Ich korrigiere dich mal: Urmondstofftasche können alle Schneider herstellen wennse des Rezept haben. ^^ Ist nicht Spezi.


----------



## Nebola (5. August 2008)

Huhu, 
Welchen skill braucht man zum Spezialisieren ?
Und finde den Zauberfeuerschneiderer einfach net Hat einer koords pls ?

Lf Nebola


----------



## McBandel (29. August 2008)

super und vielen dank nochmals für deine arbeit. 
Ich fänds toll, wenn es einen link gäbe, der mir sagt, wie ich an das muster rankomen kann
mcbandel


----------



## noizycat (31. August 2008)

Die 3 Lehrer sthen alle auf einem Haufen im Unteren Viertel in Shatt. Die meisten Muster gibt es auch gleich dort vor Ort zu kaufen.


Ich habe eine Frage zur Schattenstoffschneiderei. Muss man da beim Herstellen auch nen Mob bekämpfen wie beim Zauberstoff-Herstellen, oder brauch ich mich blos an den Altar stellen, wirken, fertig? Ich könnts ja ausprobieren, aber mit LVL 63 hab ich keine Lust, dann evl. irgendeinem hohen Viech zu begegnen. ^^
EDIT:
OK habs nun doch ausprobiert, keine Mobs. Yuhuu! 


			Dieser Inhalt steht nur eingeloggten Mitgliedern zur Verfügung.


----------



## Dark Guardian (2. September 2008)

Die Infos sind gut... nur wären ggf Koords für die Lehrer (reicht ja ein Punkt direkt neben den 3) vielleicht sinnvoll.

Außerdem eine Ergänzung wo man einen Mondbrunnen, den Altar der Schatten und Nethersturm findet. Hab nachdem erlernen meiner Schattenspezi mich erstmal hier bei buffed durch endlose Sinnlos-Kommentare prügeln müssen bis ichs gefunden hab XD (Nethersturm erklärt sich ja fast von selber, aber das einen ein Mob angreift wäre dort erwähnenswert).

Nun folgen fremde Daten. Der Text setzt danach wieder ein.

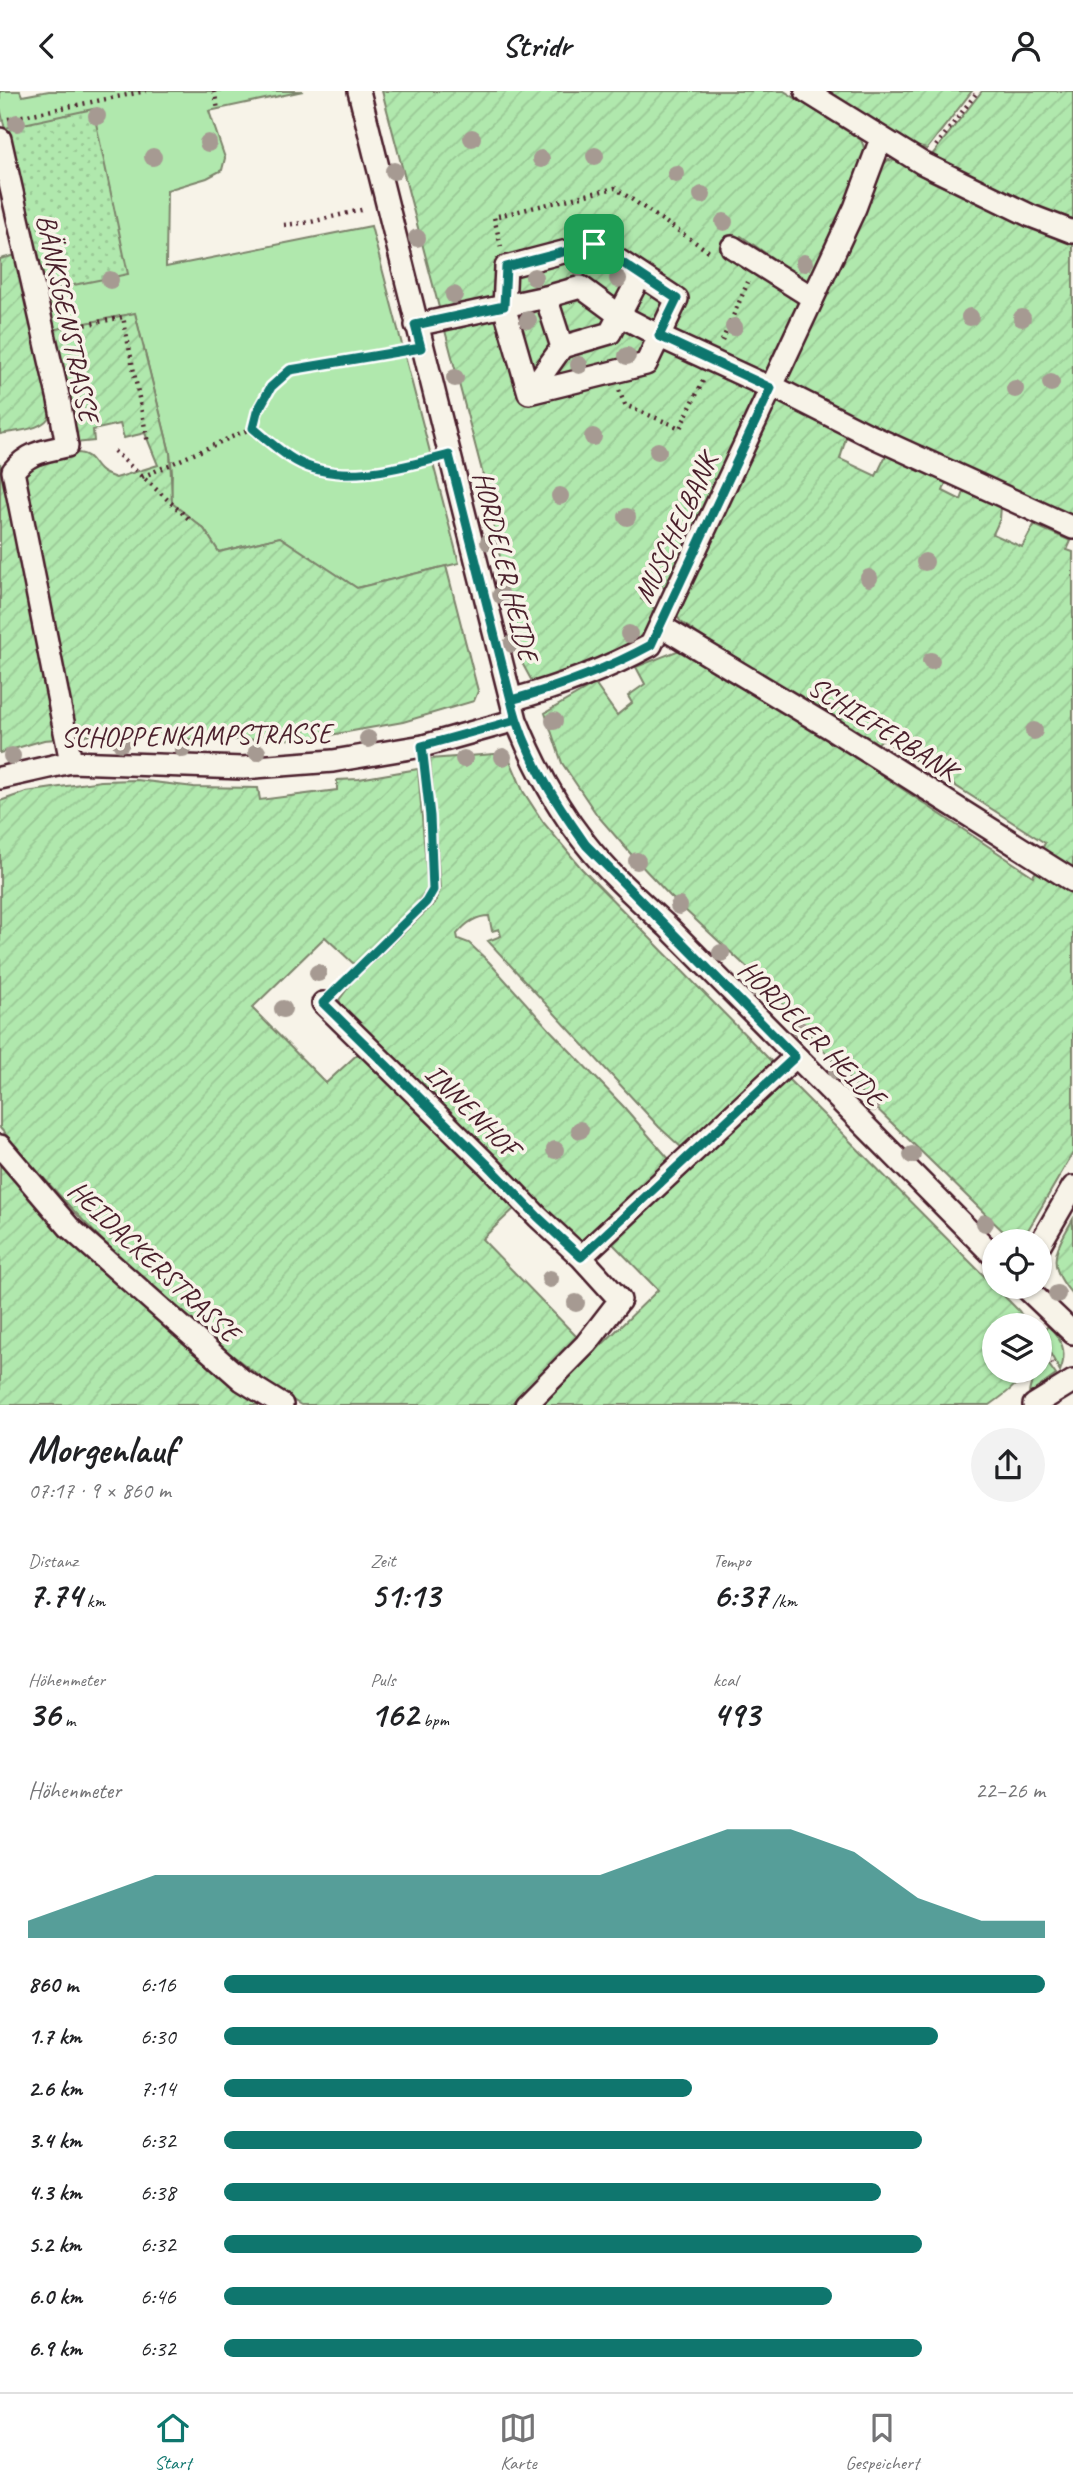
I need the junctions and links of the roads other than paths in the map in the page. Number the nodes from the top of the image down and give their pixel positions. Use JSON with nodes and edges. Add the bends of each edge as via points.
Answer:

Des weiteren die Info das die Stoffe alle einen Cooldown von fast 4 Tagen haben (und sich diesen NICHT teilen, jeder Stoff hat seinen eigenen), man als Schneider egal welcher Spezi alle Stoffe und Taschen herstellen kann, und als Spezi 2 Stoffe der Spezialisierten Art bekommt anstatt nur einen.

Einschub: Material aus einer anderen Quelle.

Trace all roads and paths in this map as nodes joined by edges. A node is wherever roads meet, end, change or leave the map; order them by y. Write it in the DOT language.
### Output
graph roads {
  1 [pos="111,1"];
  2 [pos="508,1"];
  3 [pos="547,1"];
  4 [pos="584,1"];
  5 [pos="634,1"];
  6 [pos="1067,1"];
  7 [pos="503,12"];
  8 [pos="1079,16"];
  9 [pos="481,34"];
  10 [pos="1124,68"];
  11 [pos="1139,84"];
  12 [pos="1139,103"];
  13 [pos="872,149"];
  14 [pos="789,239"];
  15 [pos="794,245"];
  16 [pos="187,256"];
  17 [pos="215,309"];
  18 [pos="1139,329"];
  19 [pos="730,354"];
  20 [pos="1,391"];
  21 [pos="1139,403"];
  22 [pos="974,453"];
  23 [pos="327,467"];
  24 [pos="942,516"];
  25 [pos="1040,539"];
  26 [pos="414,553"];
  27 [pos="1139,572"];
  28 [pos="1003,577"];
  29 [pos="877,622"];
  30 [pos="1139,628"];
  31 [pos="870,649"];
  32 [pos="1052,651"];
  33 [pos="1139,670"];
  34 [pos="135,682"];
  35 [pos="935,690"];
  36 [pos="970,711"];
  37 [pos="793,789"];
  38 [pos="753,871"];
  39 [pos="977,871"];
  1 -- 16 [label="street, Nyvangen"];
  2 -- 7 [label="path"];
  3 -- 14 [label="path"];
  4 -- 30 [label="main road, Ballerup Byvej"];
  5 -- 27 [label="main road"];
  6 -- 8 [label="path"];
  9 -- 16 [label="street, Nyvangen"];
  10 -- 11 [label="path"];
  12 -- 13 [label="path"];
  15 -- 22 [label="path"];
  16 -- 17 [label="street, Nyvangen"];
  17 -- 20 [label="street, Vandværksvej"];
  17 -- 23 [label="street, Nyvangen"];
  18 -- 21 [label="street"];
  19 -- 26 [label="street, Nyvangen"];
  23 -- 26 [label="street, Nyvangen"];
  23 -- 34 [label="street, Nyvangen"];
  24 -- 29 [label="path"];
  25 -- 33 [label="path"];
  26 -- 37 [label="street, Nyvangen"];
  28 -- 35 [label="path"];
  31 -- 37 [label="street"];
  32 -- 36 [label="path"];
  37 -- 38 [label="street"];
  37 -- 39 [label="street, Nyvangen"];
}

Das wird alles ziemlich häufig gefragt fällt mir auf.... ich bin jemand der probiert es dann einfach aus aber das scheint für viele andere keine Lösung zu sein ^^

Das ganze Teil hier als Sticky wäre auch mal fein, mit den oben genannten Ergänzungen noch feiner.


----------



## Zur Erinnerung (4. September 2008)

danke ich fand das auch sehr hilfreich


----------



## blindhai (4. September 2008)

Kann man die Spezialisierung eigentlich auch wieder verlernen oder muss man dann komplett von vorne beginnen?


----------



## Dark Guardian (5. September 2008)

blindhai schrieb:


> Kann man die Spezialisierung eigentlich auch wieder verlernen oder muss man dann komplett von vorne beginnen?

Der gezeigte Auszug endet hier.